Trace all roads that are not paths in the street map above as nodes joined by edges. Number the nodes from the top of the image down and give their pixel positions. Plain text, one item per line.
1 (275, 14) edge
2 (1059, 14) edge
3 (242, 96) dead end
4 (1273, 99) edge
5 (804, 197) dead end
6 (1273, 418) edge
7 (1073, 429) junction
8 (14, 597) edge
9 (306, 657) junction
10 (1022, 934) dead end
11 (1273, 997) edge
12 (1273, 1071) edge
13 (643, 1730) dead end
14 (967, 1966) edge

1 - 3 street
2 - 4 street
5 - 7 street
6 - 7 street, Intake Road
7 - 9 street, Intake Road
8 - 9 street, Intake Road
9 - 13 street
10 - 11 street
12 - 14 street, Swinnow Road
^^^^
Copy every entry exactly. Leave nothing out.

EXERCISE RESPONSE ->
Trace all roads that are not paths in the street map above as nodes joined by edges. Number the nodes from the top of the image down and give their pixel positions. Plain text, one item per line.
1 (275, 14) edge
2 (1059, 14) edge
3 (242, 96) dead end
4 (1273, 99) edge
5 (804, 197) dead end
6 (1273, 418) edge
7 (1073, 429) junction
8 (14, 597) edge
9 (306, 657) junction
10 (1022, 934) dead end
11 (1273, 997) edge
12 (1273, 1071) edge
13 (643, 1730) dead end
14 (967, 1966) edge

1 - 3 street
2 - 4 street
5 - 7 street
6 - 7 street, Intake Road
7 - 9 street, Intake Road
8 - 9 street, Intake Road
9 - 13 street
10 - 11 street
12 - 14 street, Swinnow Road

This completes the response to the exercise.